(Saved entries)

- Opening Delimiter -

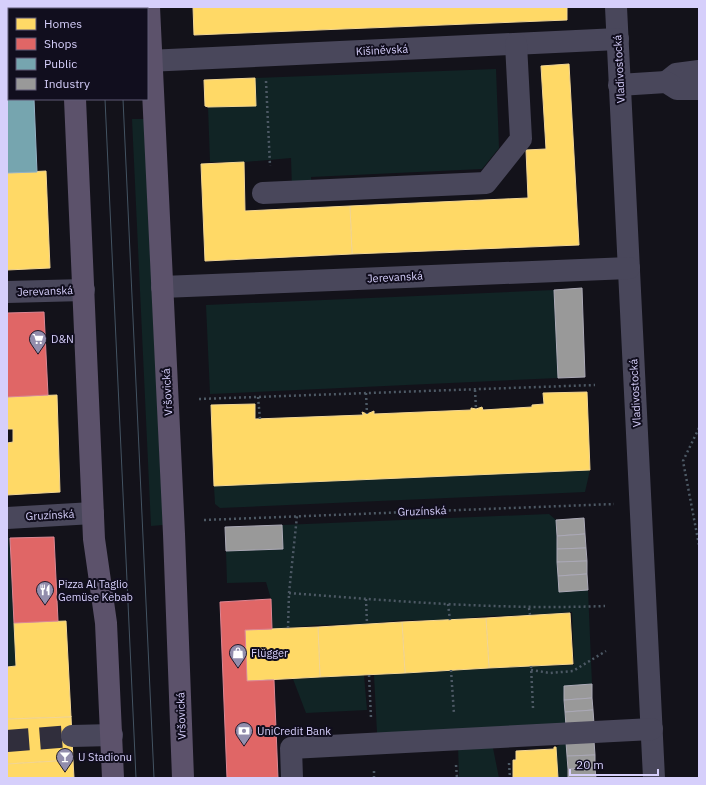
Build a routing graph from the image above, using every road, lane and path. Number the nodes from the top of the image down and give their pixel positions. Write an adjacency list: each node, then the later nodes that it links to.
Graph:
1 (149, 7): 5 (main road, Vršovická)
2 (616, 7): 3 (street, Vladivostocká)
3 (618, 39): 4 (street, Kišiněvská); 9 (street, Vladivostocká)
4 (516, 44): 5 (street, Kišiněvská); 13 (street)
5 (150, 61): 15 (main road, Vršovická)
6 (699, 71): 8 (street)
7 (266, 74): 12 (path)
8 (666, 82): 9 (street); 10 (street)
9 (620, 85): 14 (street, Vladivostocká)
10 (699, 90)
11 (75, 100): 16 (main road)
12 (269, 159)
13 (263, 193)
14 (629, 268): 15 (street, Jerevanská); 27 (street, Vladivostocká)
15 (162, 287): 50 (main road, Vršovická)
16 (84, 290): 17 (street, Jerevanská); 28 (main road)
17 (7, 292)
18 (595, 385): 19 (path)
19 (475, 390): 20 (path); 23 (path)
20 (366, 393): 21 (path); 24 (path)
21 (258, 397): 22 (path); 25 (path)
22 (199, 399)
23 (476, 409)
24 (367, 414)
25 (260, 419)
26 (699, 428): 32 (path)
27 (640, 503): 29 (path, Gruzínská); 45 (street, Vladivostocká)
28 (93, 513): 30 (street, Gruzínská); 46 (main road)
29 (297, 516): 31 (path, Gruzínská); 33 (path)
30 (7, 518)
31 (204, 520)
32 (699, 545)
33 (289, 593): 34 (path); 41 (path)
34 (366, 599): 35 (path); 40 (path)
35 (448, 604): 37 (path); 39 (path)
36 (605, 606): 37 (path)
37 (529, 608): 38 (path)
38 (530, 615)
39 (450, 620)
40 (367, 624)
41 (288, 628)
42 (606, 651): 44 (path)
43 (531, 666): 44 (path)
44 (531, 670): 47 (path)
45 (652, 729): 47 (street); 52 (street, Vladivostocká)
46 (112, 735): 48 (street); 49 (main road)
47 (535, 735): 51 (street)
48 (72, 736)
49 (113, 778)
50 (183, 778)
51 (292, 778)
52 (654, 778)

- Closing Delimiter -

Requirement
No picture belongs in the answer, but every word of the records above does, exactly as given.

Your solution
Build a routing graph from the image above, using every road, lane and path. Number the nodes from the top of the image down and give their pixel positions. Write an adjacency list: each node, then the later nodes that it links to.
Graph:
1 (149, 7): 5 (main road, Vršovická)
2 (616, 7): 3 (street, Vladivostocká)
3 (618, 39): 4 (street, Kišiněvská); 9 (street, Vladivostocká)
4 (516, 44): 5 (street, Kišiněvská); 13 (street)
5 (150, 61): 15 (main road, Vršovická)
6 (699, 71): 8 (street)
7 (266, 74): 12 (path)
8 (666, 82): 9 (street); 10 (street)
9 (620, 85): 14 (street, Vladivostocká)
10 (699, 90)
11 (75, 100): 16 (main road)
12 (269, 159)
13 (263, 193)
14 (629, 268): 15 (street, Jerevanská); 27 (street, Vladivostocká)
15 (162, 287): 50 (main road, Vršovická)
16 (84, 290): 17 (street, Jerevanská); 28 (main road)
17 (7, 292)
18 (595, 385): 19 (path)
19 (475, 390): 20 (path); 23 (path)
20 (366, 393): 21 (path); 24 (path)
21 (258, 397): 22 (path); 25 (path)
22 (199, 399)
23 (476, 409)
24 (367, 414)
25 (260, 419)
26 (699, 428): 32 (path)
27 (640, 503): 29 (path, Gruzínská); 45 (street, Vladivostocká)
28 (93, 513): 30 (street, Gruzínská); 46 (main road)
29 (297, 516): 31 (path, Gruzínská); 33 (path)
30 (7, 518)
31 (204, 520)
32 (699, 545)
33 (289, 593): 34 (path); 41 (path)
34 (366, 599): 35 (path); 40 (path)
35 (448, 604): 37 (path); 39 (path)
36 (605, 606): 37 (path)
37 (529, 608): 38 (path)
38 (530, 615)
39 (450, 620)
40 (367, 624)
41 (288, 628)
42 (606, 651): 44 (path)
43 (531, 666): 44 (path)
44 (531, 670): 47 (path)
45 (652, 729): 47 (street); 52 (street, Vladivostocká)
46 (112, 735): 48 (street); 49 (main road)
47 (535, 735): 51 (street)
48 (72, 736)
49 (113, 778)
50 (183, 778)
51 (292, 778)
52 (654, 778)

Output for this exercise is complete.